» Task: What lines of the data include the string "Jalan"? Copy them all.

(Data supplied)

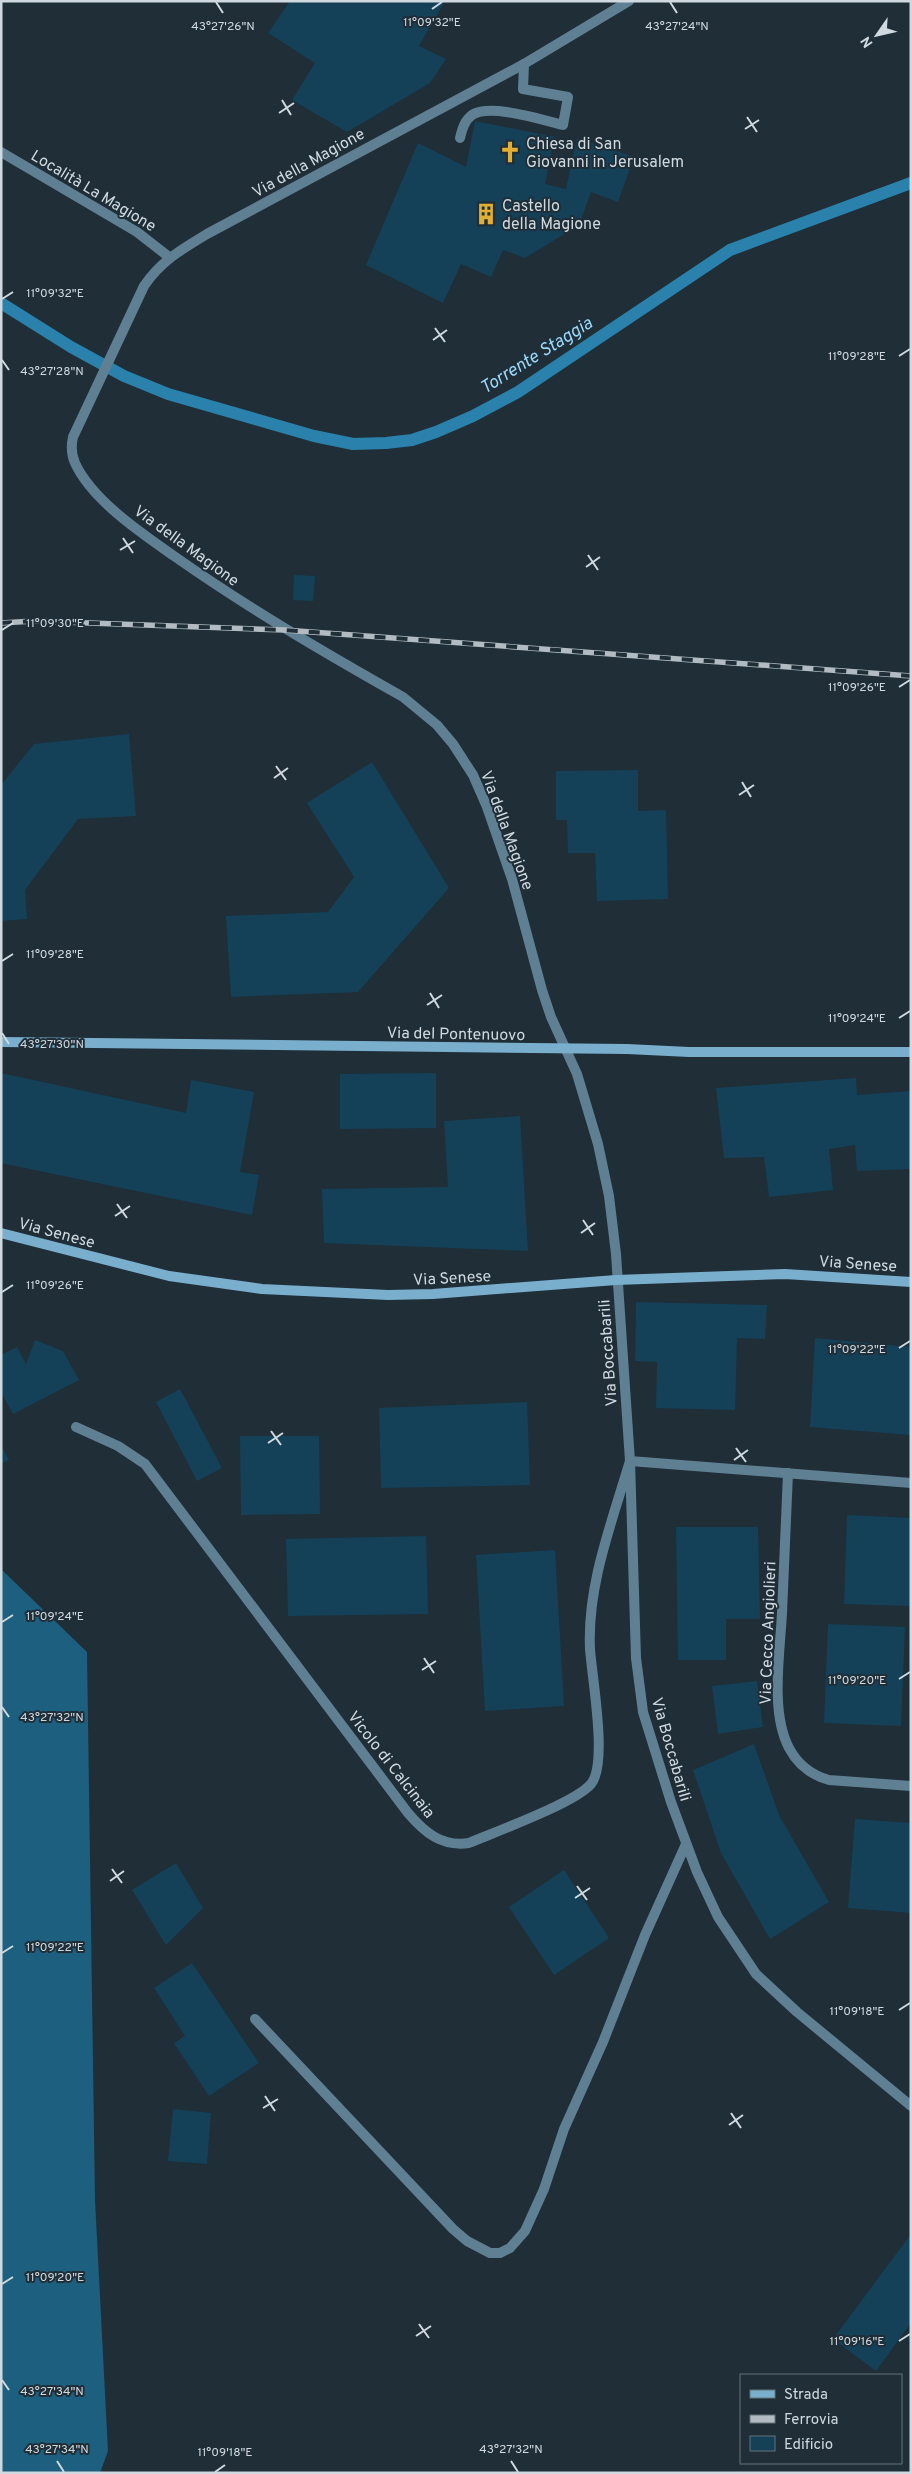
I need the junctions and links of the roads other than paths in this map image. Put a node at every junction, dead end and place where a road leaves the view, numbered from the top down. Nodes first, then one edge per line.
1 (628, 1) edge
2 (524, 64) junction
3 (460, 138) dead end
4 (1, 152) edge
5 (169, 257) junction
6 (1, 1042) edge
7 (566, 1050) junction
8 (911, 1052) edge
9 (1, 1233) edge
10 (616, 1280) junction
11 (911, 1282) edge
12 (76, 1427) dead end
13 (630, 1461) junction
14 (788, 1473) junction
15 (911, 1483) edge
16 (911, 1786) edge
17 (686, 1844) junction
18 (255, 2019) dead end
19 (911, 2106) edge

1 - 2 street, Via della Magione
2 - 3 street
2 - 5 street, Via della Magione
4 - 5 street, Località La Magione
5 - 7 street, Via della Magione
6 - 7 main road, Via del Pontenuovo
7 - 8 main road, Via del Pontenuovo
7 - 10 street, Via della Magione
9 - 10 main road, Via Senese
10 - 11 main road, Via Senese
10 - 13 street, Via Boccabarili
12 - 13 street, Vicolo di Calcinaia
13 - 14 street
13 - 17 street, Via Boccabarili
14 - 15 street
14 - 16 street, Via Cecco Angiolieri
17 - 18 street
17 - 19 street, Via Boccabarili

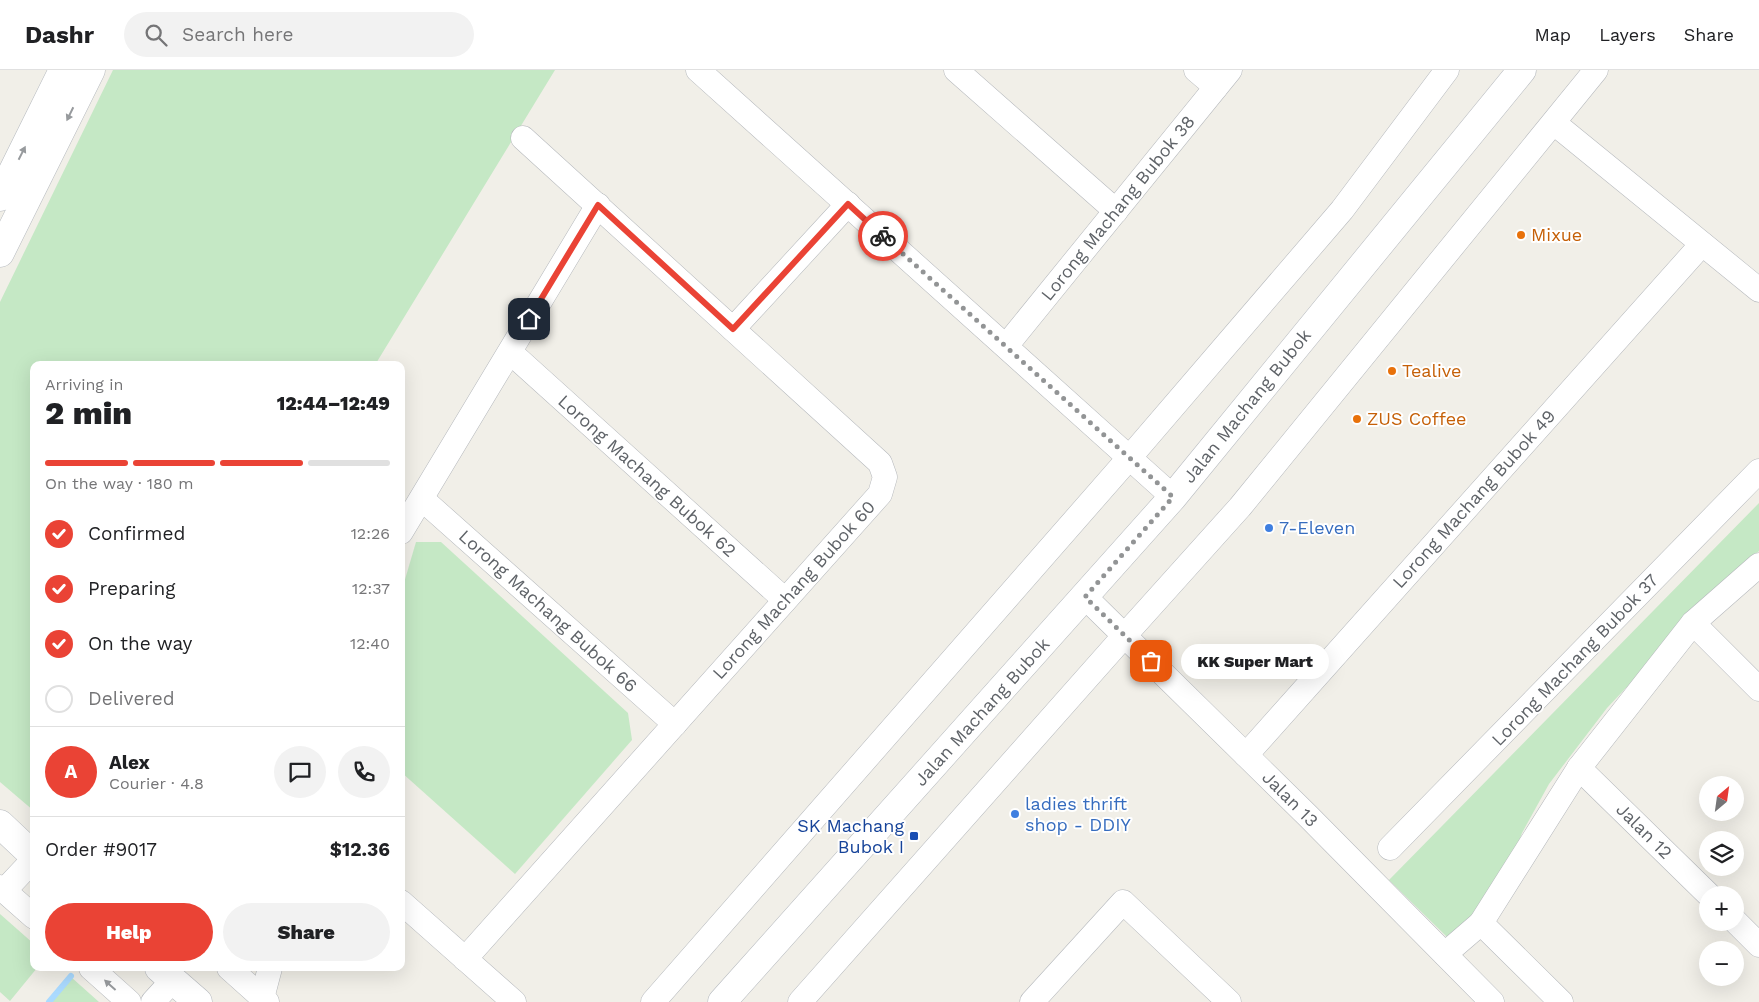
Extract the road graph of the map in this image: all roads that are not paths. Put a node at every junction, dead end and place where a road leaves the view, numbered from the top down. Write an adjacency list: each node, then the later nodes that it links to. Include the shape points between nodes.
1 (63, 70): 12 (main road, one-way to 1)
2 (91, 70): 17 (main road, one-way to 17)
3 (698, 70): 13 (street)
4 (956, 70): 15 (street)
5 (1196, 70): 9 (street)
6 (1446, 70): 22 (street, via 1342,210)
7 (1522, 70): 24 (main road, Jalan Machang Bubok)
8 (1596, 70): 10 (street)
9 (1223, 79): 15 (street, Lorong Machang Bubok 38)
10 (1554, 123): 16 (street); 31 (street, via 1240,507)
11 (523, 138): 14 (street, Lorong Machang Bubok 60)
12 (0, 197)
13 (848, 204): 19 (street); 20 (street)
14 (598, 205): 19 (street, Lorong Machang Bubok 60); 21 (street)
15 (1116, 211): 20 (street, Lorong Machang Bubok 38)
16 (1702, 244): 18 (street); 34 (street, Lorong Machang Bubok 49)
17 (0, 253)
18 (1759, 290)
19 (733, 329): 29 (street, Lorong Machang Bubok 60, via 880,463 885,477 880,494)
20 (1006, 346): 22 (street)
21 (510, 352): 25 (street); 29 (street, Lorong Machang Bubok 62)
22 (1130, 457): 24 (street); 58 (street)
23 (1759, 471): 37 (street, Lorong Machang Bubok 37)
24 (1173, 497): 28 (main road, Jalan Machang Bubok)
25 (422, 499): 26 (street); 33 (street, Lorong Machang Bubok 66)
26 (405, 526)
27 (1759, 565): 30 (street)
28 (1085, 597): 31 (street, Jalan 13); 59 (main road, Jalan Machang Bubok)
29 (785, 600): 33 (street, Lorong Machang Bubok 60)
30 (1692, 623): 32 (street); 35 (street)
31 (1124, 636): 34 (street, Jalan 13); 60 (street)
32 (1759, 689)
33 (675, 724): 48 (street, Lorong Machang Bubok 60)
34 (1246, 755): 47 (street, Jalan 13)
35 (1580, 768): 40 (street, Jalan 12); 44 (street)
36 (0, 824): 38 (main road)
37 (1390, 848)
38 (30, 854)
39 (30, 862): 41 (street)
40 (1700, 886)
41 (2, 889): 43 (street)
42 (405, 906): 48 (street)
43 (30, 914)
44 (1481, 923): 47 (street); 64 (street)
45 (1744, 930): 46 (street)
46 (1759, 945)
47 (1445, 954): 63 (street, Jalan 13)
48 (466, 959): 57 (street)
49 (94, 971): 54 (street, one-way to 49)
50 (232, 971): 53 (street)
51 (269, 971): 53 (street)
52 (166, 974): 55 (street); 56 (main road)
53 (263, 1000)
54 (129, 1002)
55 (153, 1002)
56 (198, 1002)
57 (514, 1002)
58 (653, 1002)
59 (722, 1002)
60 (800, 1002)
61 (1032, 1002): 62 (street, via 1122,902)
62 (1229, 1002)
63 (1492, 1002)
64 (1561, 1002)

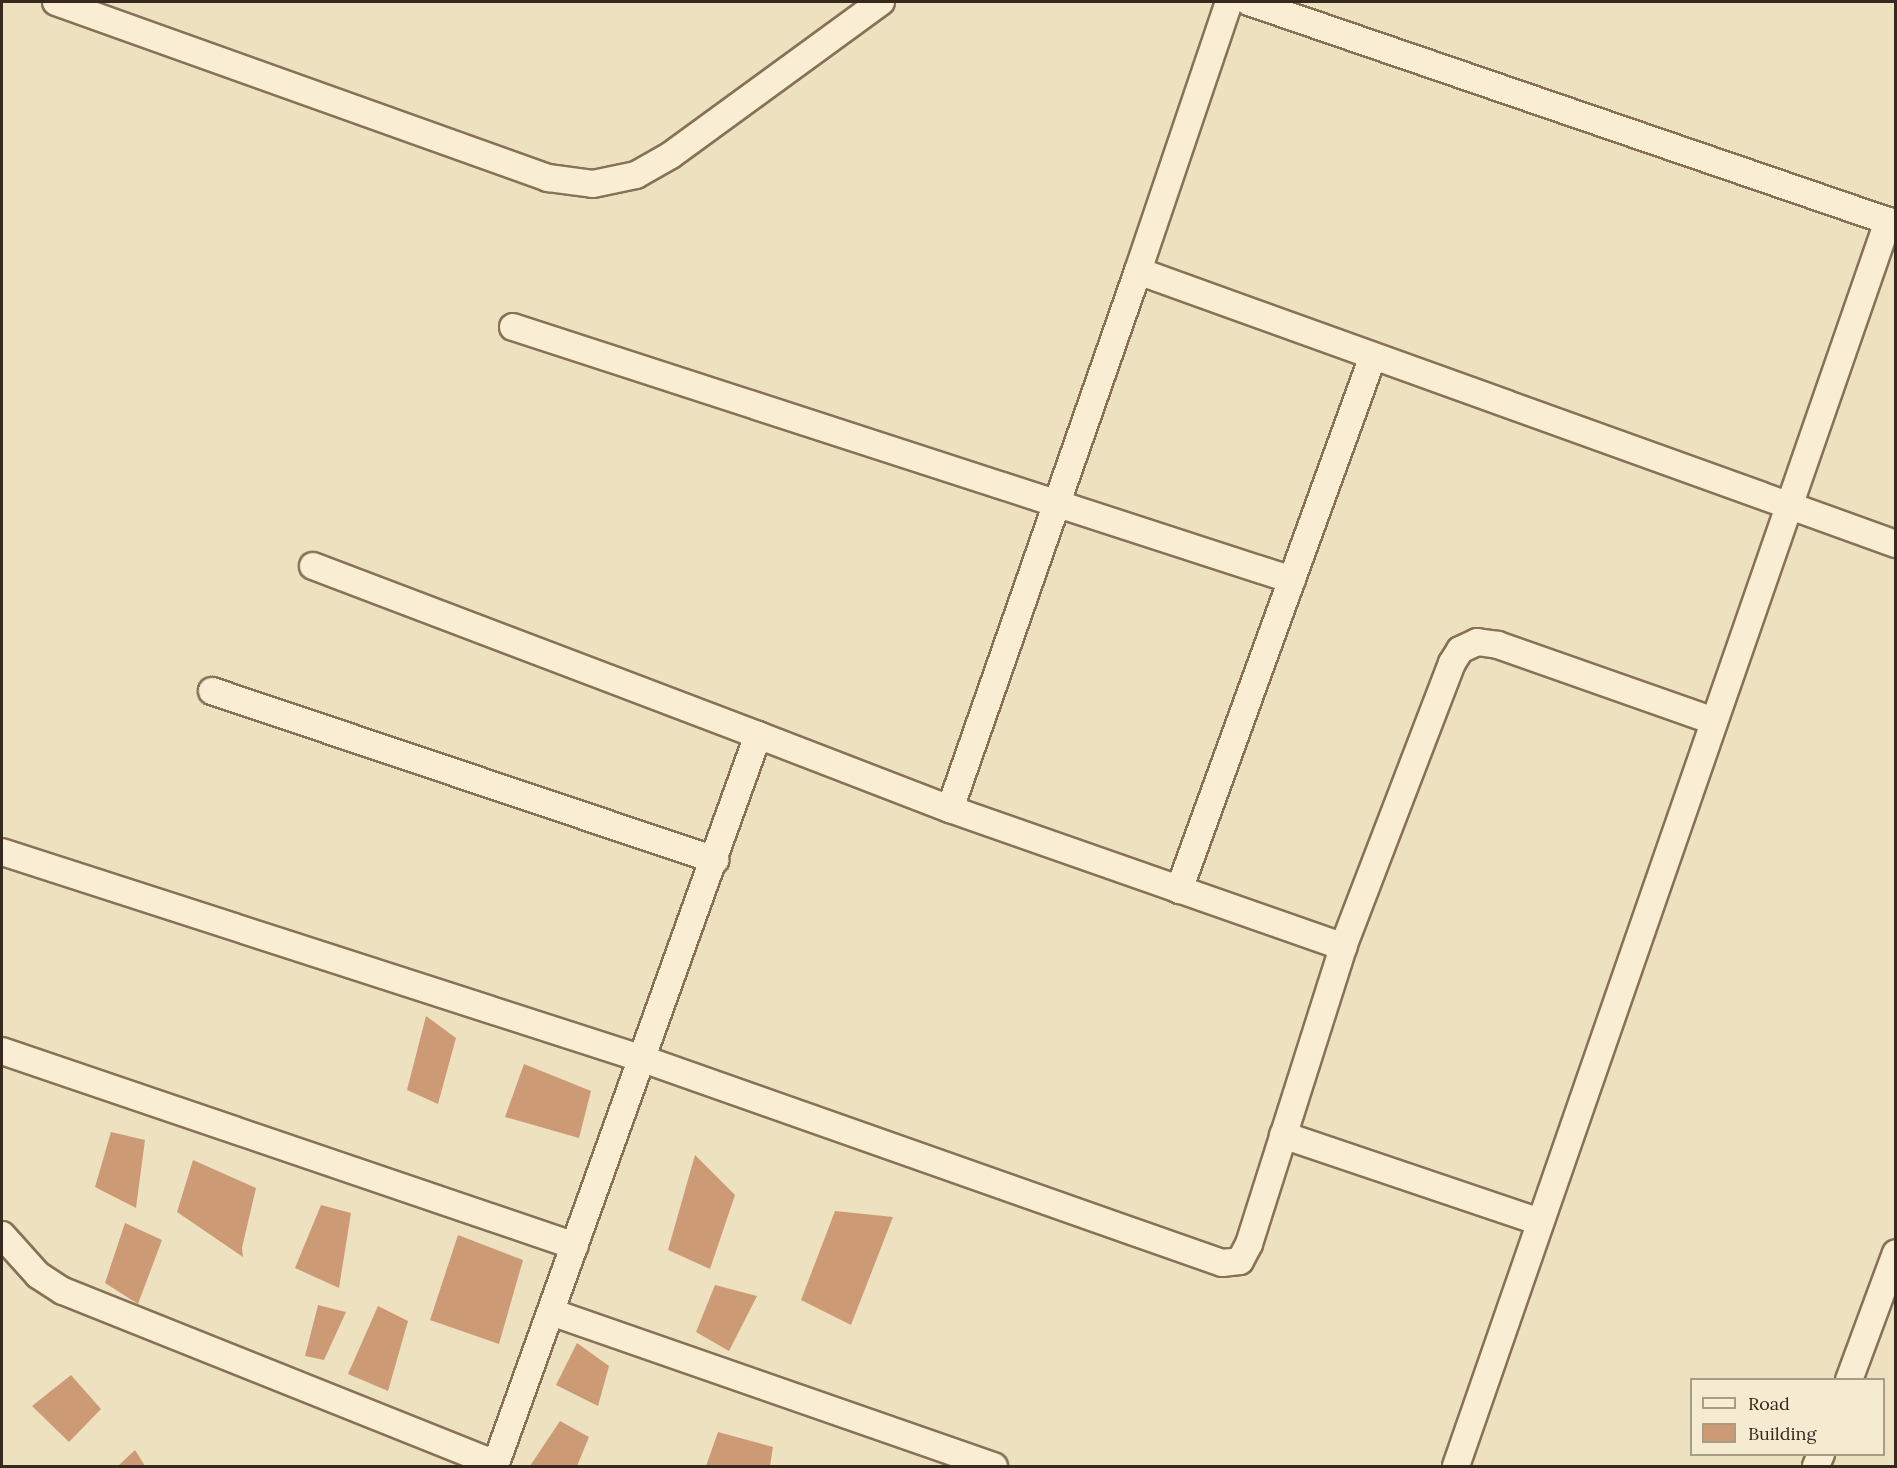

(End Data supplied)

» Output for this exercise:
7 (1522, 70): 24 (main road, Jalan Machang Bubok)
24 (1173, 497): 28 (main road, Jalan Machang Bubok)
28 (1085, 597): 31 (street, Jalan 13); 59 (main road, Jalan Machang Bubok)
31 (1124, 636): 34 (street, Jalan 13); 60 (street)
34 (1246, 755): 47 (street, Jalan 13)
35 (1580, 768): 40 (street, Jalan 12); 44 (street)
47 (1445, 954): 63 (street, Jalan 13)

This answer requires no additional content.